» **EXERCISE PROMPT**
What is needed is every line of the data that includes the word "Kievitsweg". Please copy each one.

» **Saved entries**
★ ★ ★ ★ ★ ★ ★
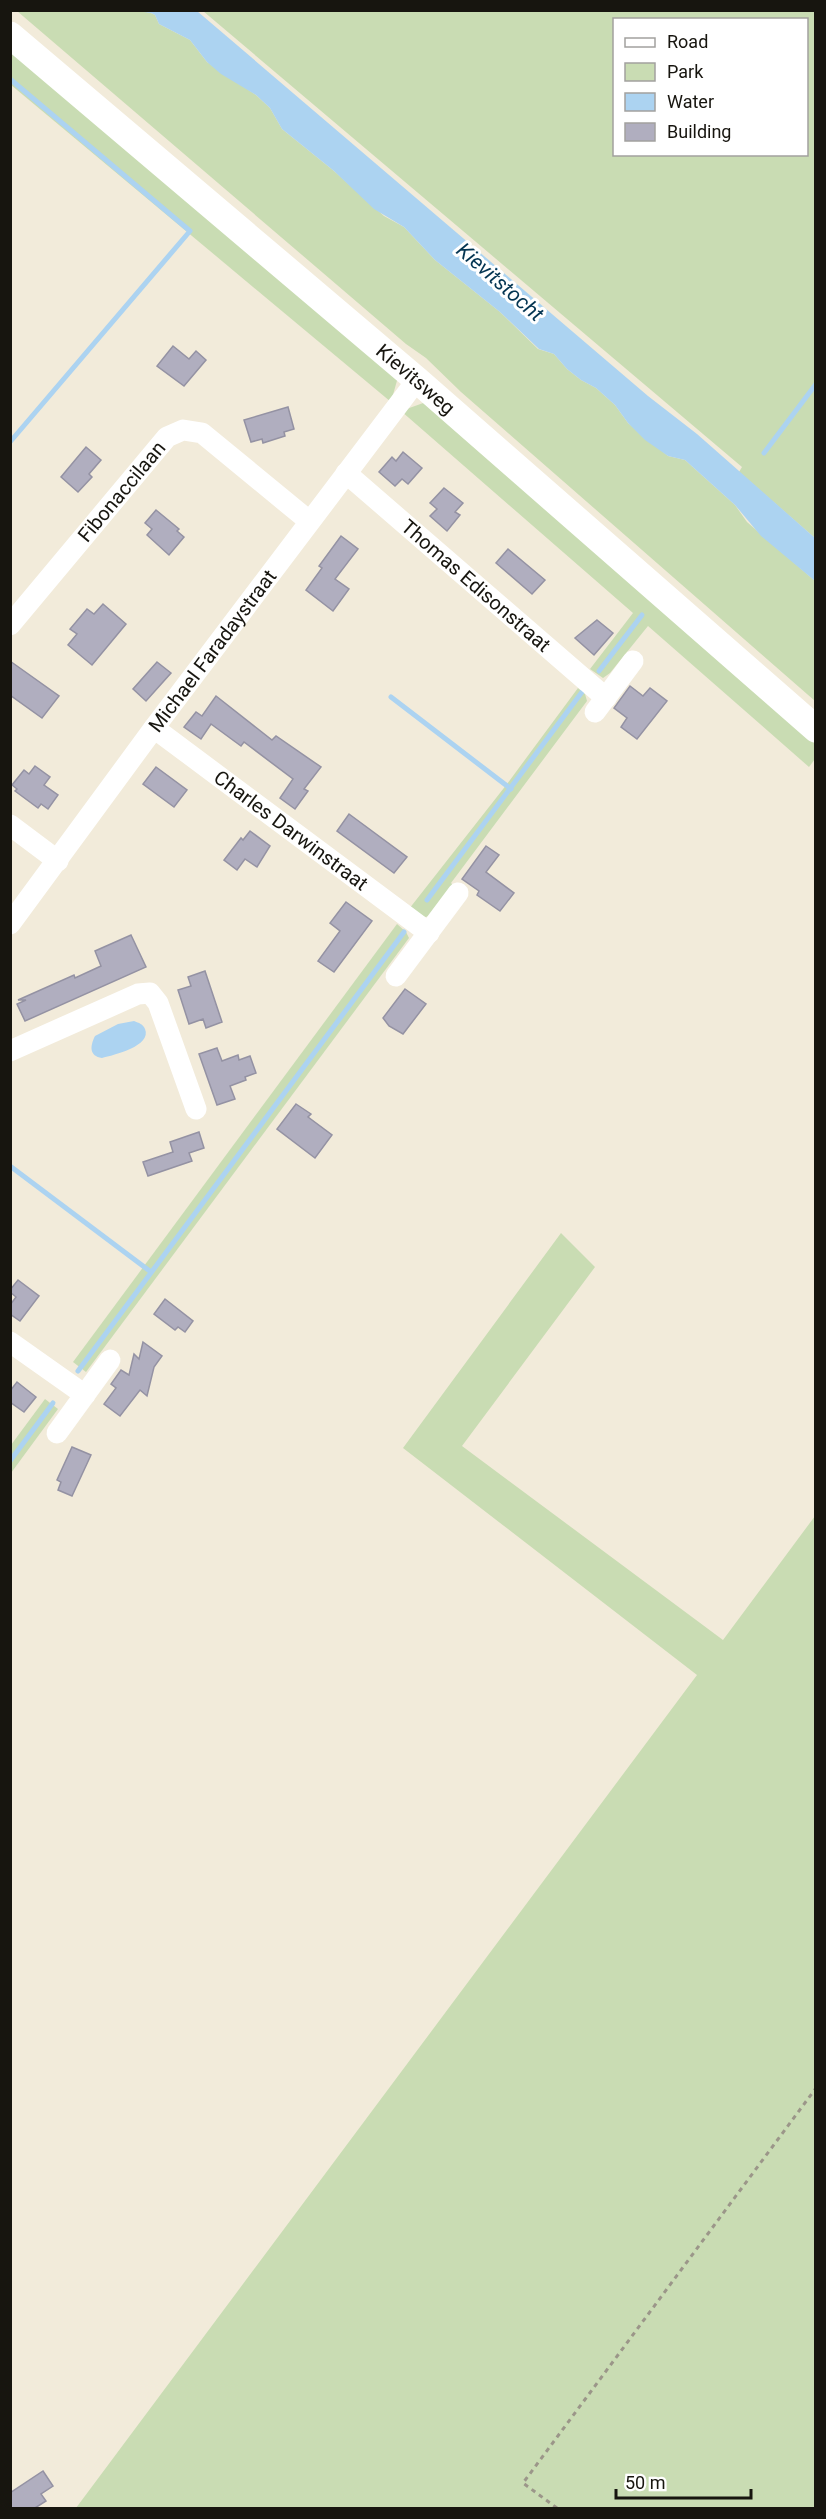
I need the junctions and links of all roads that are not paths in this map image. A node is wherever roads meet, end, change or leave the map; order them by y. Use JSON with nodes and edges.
{"nodes":[{"id":1,"x":10,"y":35,"type":"edge"},
{"id":2,"x":417,"y":380,"type":"junction"},
{"id":3,"x":346,"y":473,"type":"junction"},
{"id":4,"x":309,"y":521,"type":"junction"},
{"id":5,"x":10,"y":625,"type":"edge"},
{"id":6,"x":633,"y":662,"type":"dead end"},
{"id":7,"x":154,"y":729,"type":"junction"},
{"id":8,"x":816,"y":729,"type":"edge"},
{"id":9,"x":10,"y":825,"type":"edge"},
{"id":10,"x":58,"y":861,"type":"junction"},
{"id":11,"x":458,"y":893,"type":"dead end"},
{"id":12,"x":10,"y":924,"type":"edge"},
{"id":13,"x":429,"y":933,"type":"junction"},
{"id":14,"x":396,"y":976,"type":"dead end"},
{"id":15,"x":10,"y":1051,"type":"edge"},
{"id":16,"x":196,"y":1109,"type":"dead end"},
{"id":17,"x":10,"y":1342,"type":"edge"},
{"id":18,"x":110,"y":1360,"type":"dead end"},
{"id":19,"x":85,"y":1395,"type":"junction"},
{"id":20,"x":57,"y":1433,"type":"dead end"}],
"edges":[{"from":1,"to":2,"type":"street","name":"Kievitsweg"},
{"from":2,"to":3,"type":"street","name":"Michael Faradaystraat"},
{"from":2,"to":8,"type":"street","name":"Kievitsweg"},
{"from":3,"to":4,"type":"street","name":"Michael Faradaystraat"},
{"from":3,"to":6,"type":"street","name":"Thomas Edisonstraat"},
{"from":4,"to":5,"type":"street","name":"Fibonaccilaan"},
{"from":4,"to":7,"type":"street","name":"Michael Faradaystraat"},
{"from":7,"to":10,"type":"street","name":"Michael Faradaystraat"},
{"from":7,"to":13,"type":"street","name":"Charles Darwinstraat"},
{"from":9,"to":10,"type":"street"},
{"from":10,"to":12,"type":"street","name":"Michael Faradaystraat"},
{"from":11,"to":13,"type":"street"},
{"from":13,"to":14,"type":"street"},
{"from":15,"to":16,"type":"street"},
{"from":17,"to":19,"type":"street"},
{"from":18,"to":19,"type":"street"},
{"from":19,"to":20,"type":"street"}]}
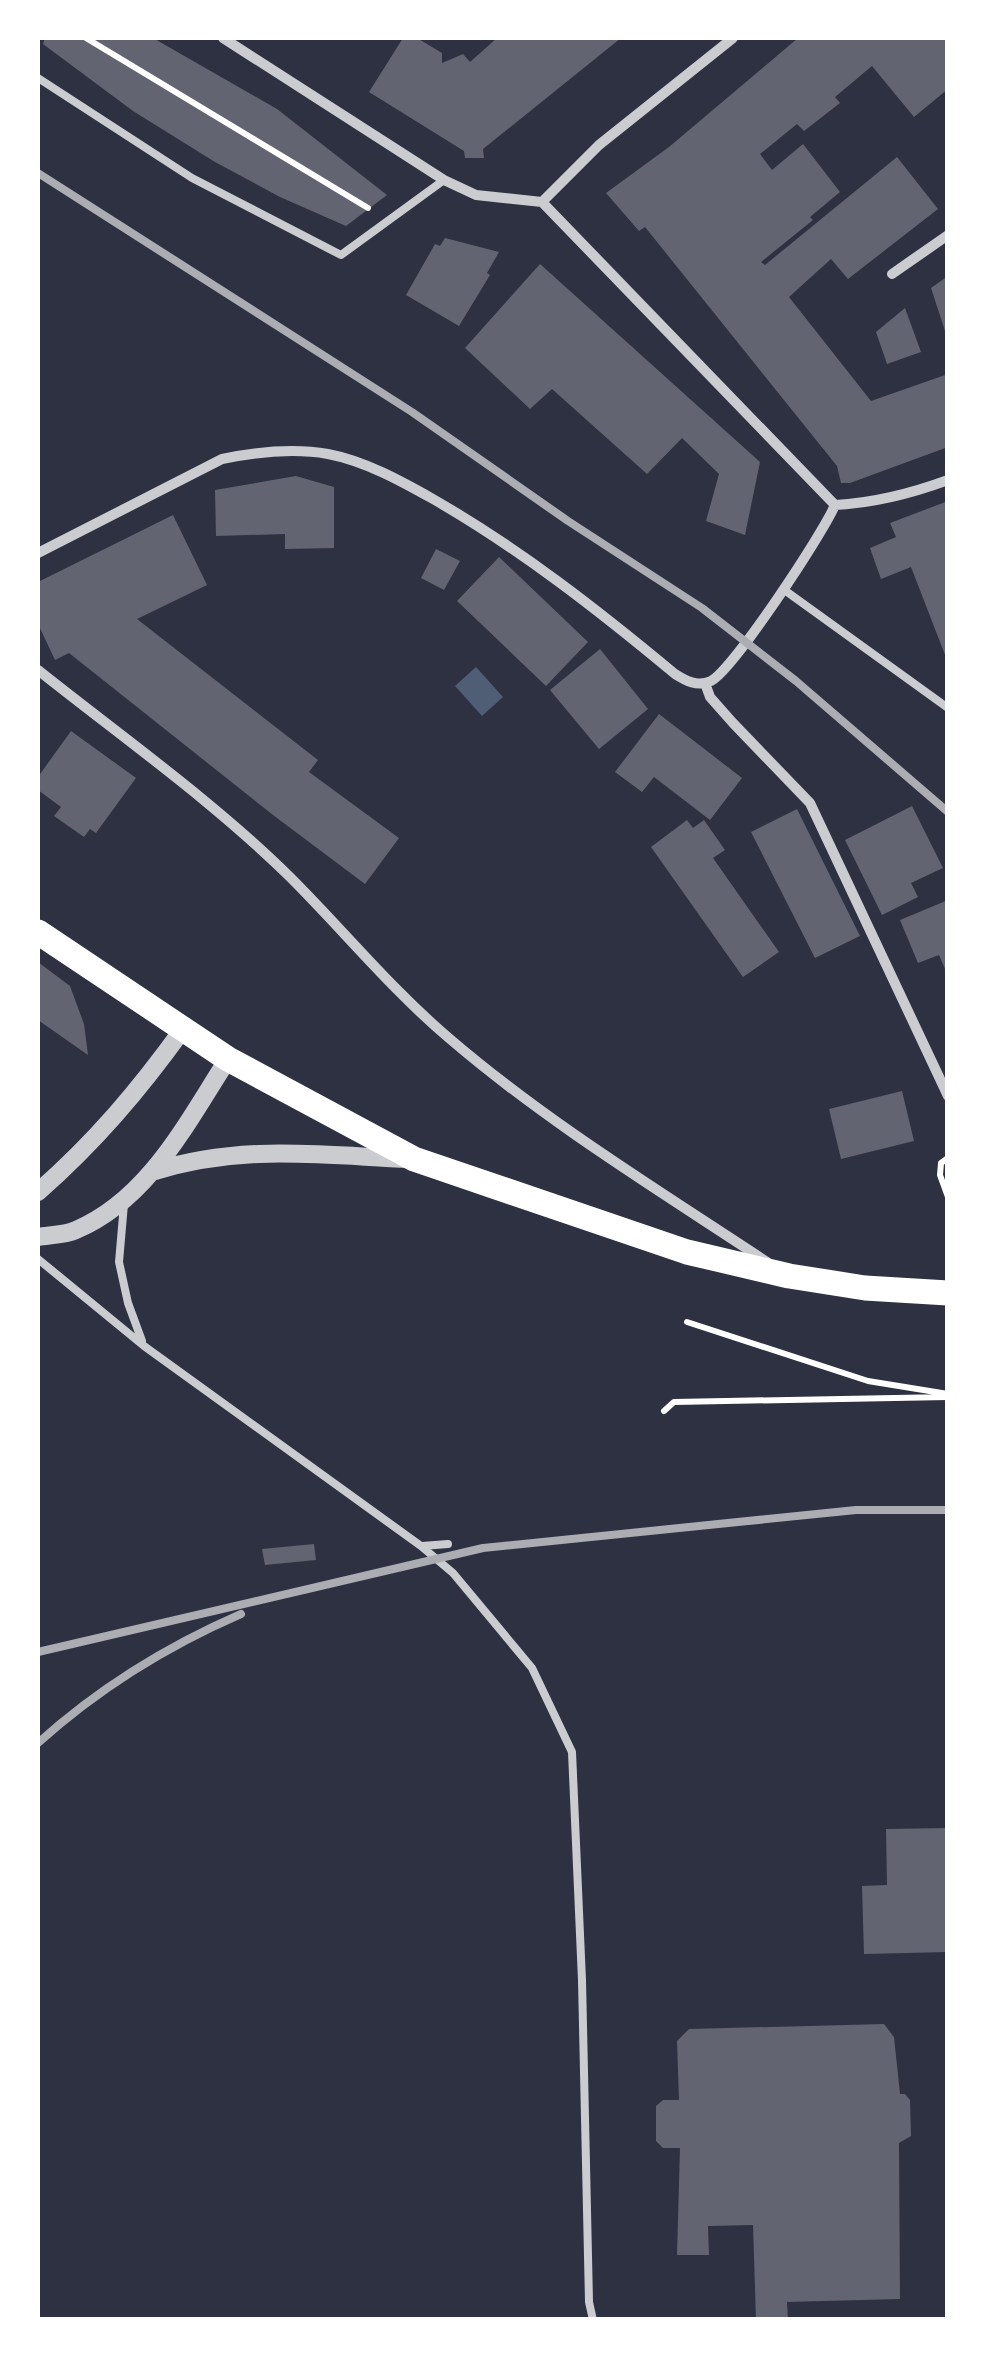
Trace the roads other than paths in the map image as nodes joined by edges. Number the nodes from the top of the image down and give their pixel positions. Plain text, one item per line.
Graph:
1 (224, 38) edge
2 (733, 38) edge
3 (38, 78) edge
4 (444, 180) junction
5 (542, 202) junction
6 (948, 235) edge
7 (892, 274) dead end
8 (948, 480) edge
9 (834, 505) junction
10 (38, 553) edge
11 (783, 588) junction
12 (38, 670) edge
13 (704, 683) junction
14 (948, 708) edge
15 (38, 932) edge
16 (183, 1029) junction
17 (228, 1059) junction
18 (948, 1096) edge
19 (414, 1159) junction
20 (152, 1172) junction
21 (38, 1192) edge
22 (124, 1202) junction
23 (38, 1236) edge
24 (38, 1259) edge
25 (788, 1276) junction
26 (948, 1294) edge
27 (144, 1346) junction
28 (448, 1544) dead end
29 (421, 1546) junction
30 (593, 2320) edge

1 - 4 street
2 - 5 street
3 - 4 lane
4 - 5 street
5 - 9 street
6 - 7 street
8 - 9 street
9 - 11 street
10 - 13 street
11 - 13 street
11 - 14 lane
12 - 25 street
13 - 18 street
15 - 16 main road
16 - 17 main road
16 - 21 street
17 - 19 main road
17 - 20 street
19 - 20 street
19 - 25 main road
20 - 22 street
22 - 23 street
22 - 27 lane
24 - 27 lane
25 - 26 main road
27 - 29 lane
28 - 29 lane
29 - 30 lane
★ ★ ★ ★ ★ ★ ★
» **SOLUTION**
"edges":[{"from":1,"to":2,"type":"street","name":"Kievitsweg"},
{"from":2,"to":8,"type":"street","name":"Kievitsweg"},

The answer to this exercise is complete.